Since India’s national unemployment rate climbed back to pre-pandemic levels of around 7%, a booster budget for jobs was definitely anticipated. But the budget focussed on jobs in gaming, visual effects, comic and animation. Acknowledging the growing global and domestic interest in the Animation, Visual Effects, Gaming and Comics (AVGC) sector, the budget offers immense potential to employ youth. An AVGC task force will recommend ways to build the sector further. 

The government also pins its hopes on the Production Linked Incentive (PLI) Schemes for achieving Aatmanirbhar Bharat, which can create 60 lakh new jobs in the coming years.

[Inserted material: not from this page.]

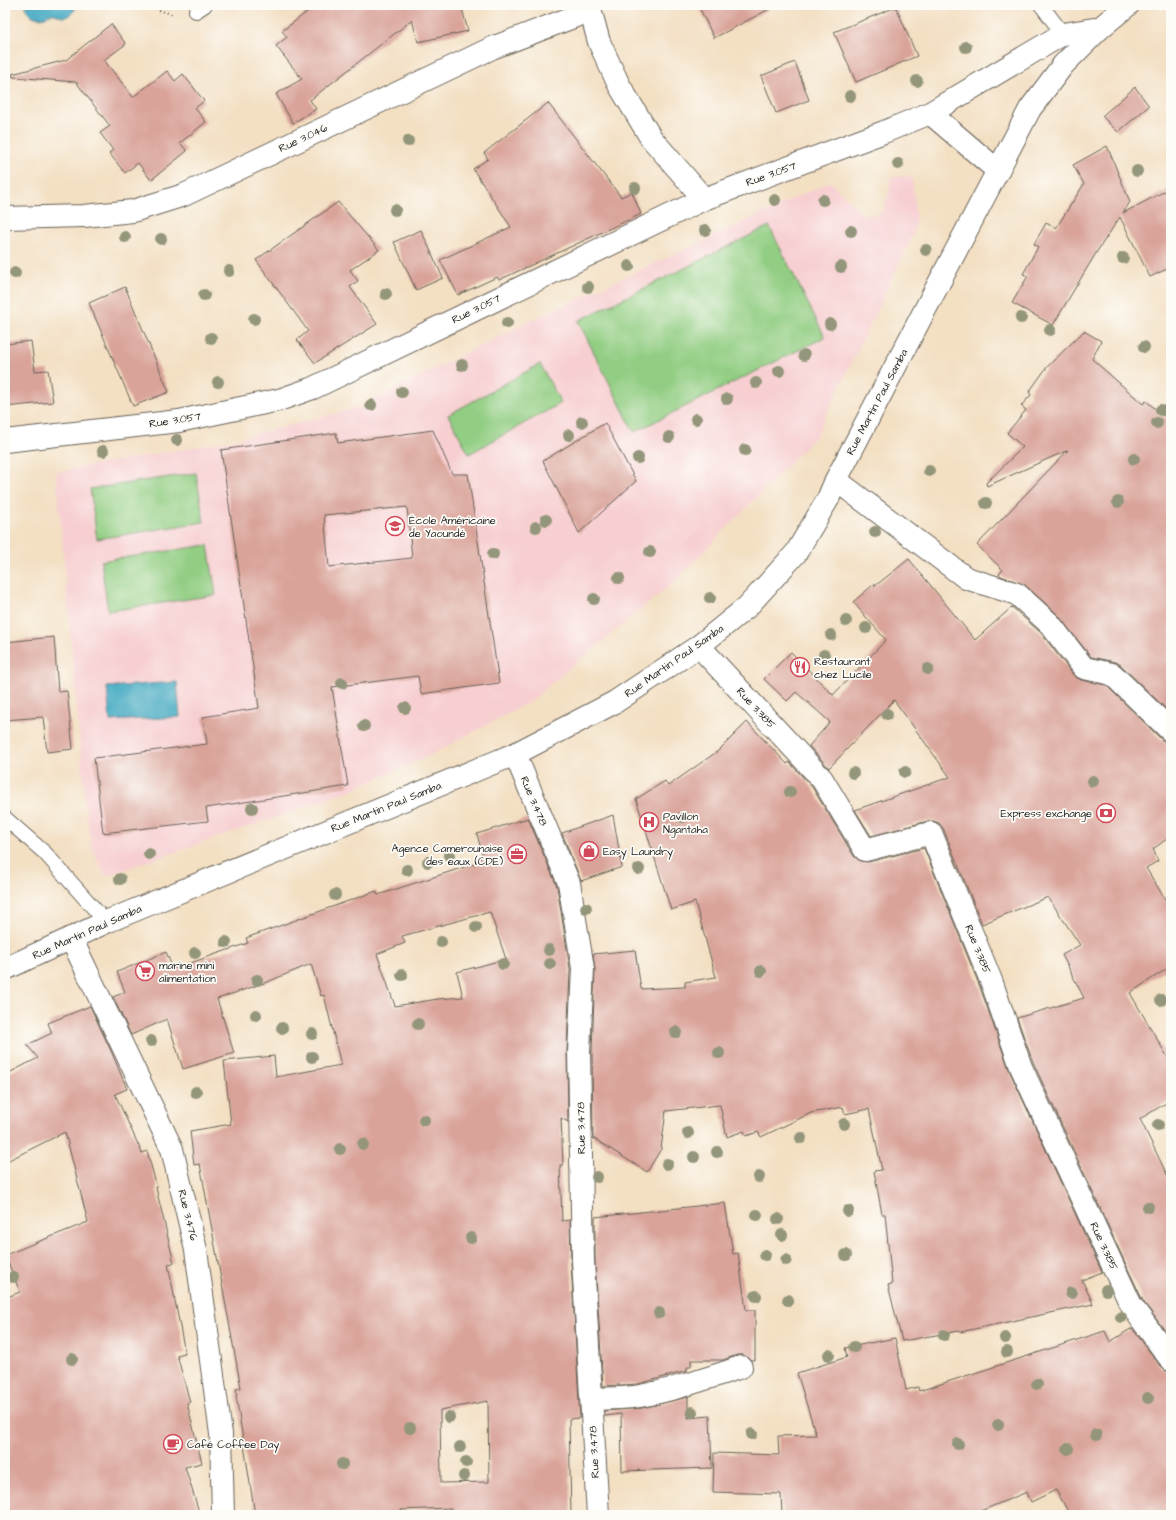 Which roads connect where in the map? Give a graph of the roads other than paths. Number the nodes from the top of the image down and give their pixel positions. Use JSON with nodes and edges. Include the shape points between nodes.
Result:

The budget focussed on ensuring assured income to the farming community with an announcement of Rs 2.37 lakh crore as direct payments for minimum support price (MSP) to wheat and paddy growers for the fiscal year 2022-23. This announcement comes after a year-long farmers’ protest demanding guaranteed MSP for farm produce. 

The government plans to promote chemical-free natural farming throughout the country to boost sustainable agricultural productivity and income of the farmers. The use of Kisan drones for crop assessment and spraying of pesticides along with digitisation of land records would help bring more transparency in the agriculture sector. 

The Ken-Betwa river linking project would be undertaken at a cost of Rs 44,000 crore which would benefit 9,00,000 farmers. 


The government is set to launch sovereign government bonds, increase the funding for solar equipment, and take more progressive steps to encourage electric vehicles to indicate that clean energy financing will be a serious topic to meet India’s ambitious renewable energy targets.

The government's commitment includes installing 500 gigawatts (GW) of non-fossil energy capacity by 2030, reduction in emission intensity of GDP by 45 percent over 2005 levels, sourcing 50 percent of the electricity from non-fossil sources by 2030, reduction in carbon emission by 1 billion tonnes till 2030 and achieving net-zero by 2070.

The government intends to increase the funding under the production-linked investment (PLI) scheme for domestic solar cells and module manufacturing to Rs 24,000 crore from Rs 4,500 crore.

As a part of the government’s market borrowings, sovereign Green Bonds will be issued for mobilising resources for green infrastructure. The proceeds will then be used in public sector projects to help in reducing the carbon intensity of the economy. 

The government has stressed on a battery swapping policy to be brought in and interoperability standards to be formulated. The private sector will be encouraged to develop sustainable and innovative business models for 'Battery or Energy as a Service' to improve efficiency in the EV ecosystem.

The government is also resolved to reduce dependency on coal and has promised to promote a shift in the use of public transport in urban areas. This would be complemented by clean-tech and governance solutions, special mobility zones with zero fossil-fuel policy, and EV vehicles.

This concludes our detailed impact of the budget. What did you expect from this budget?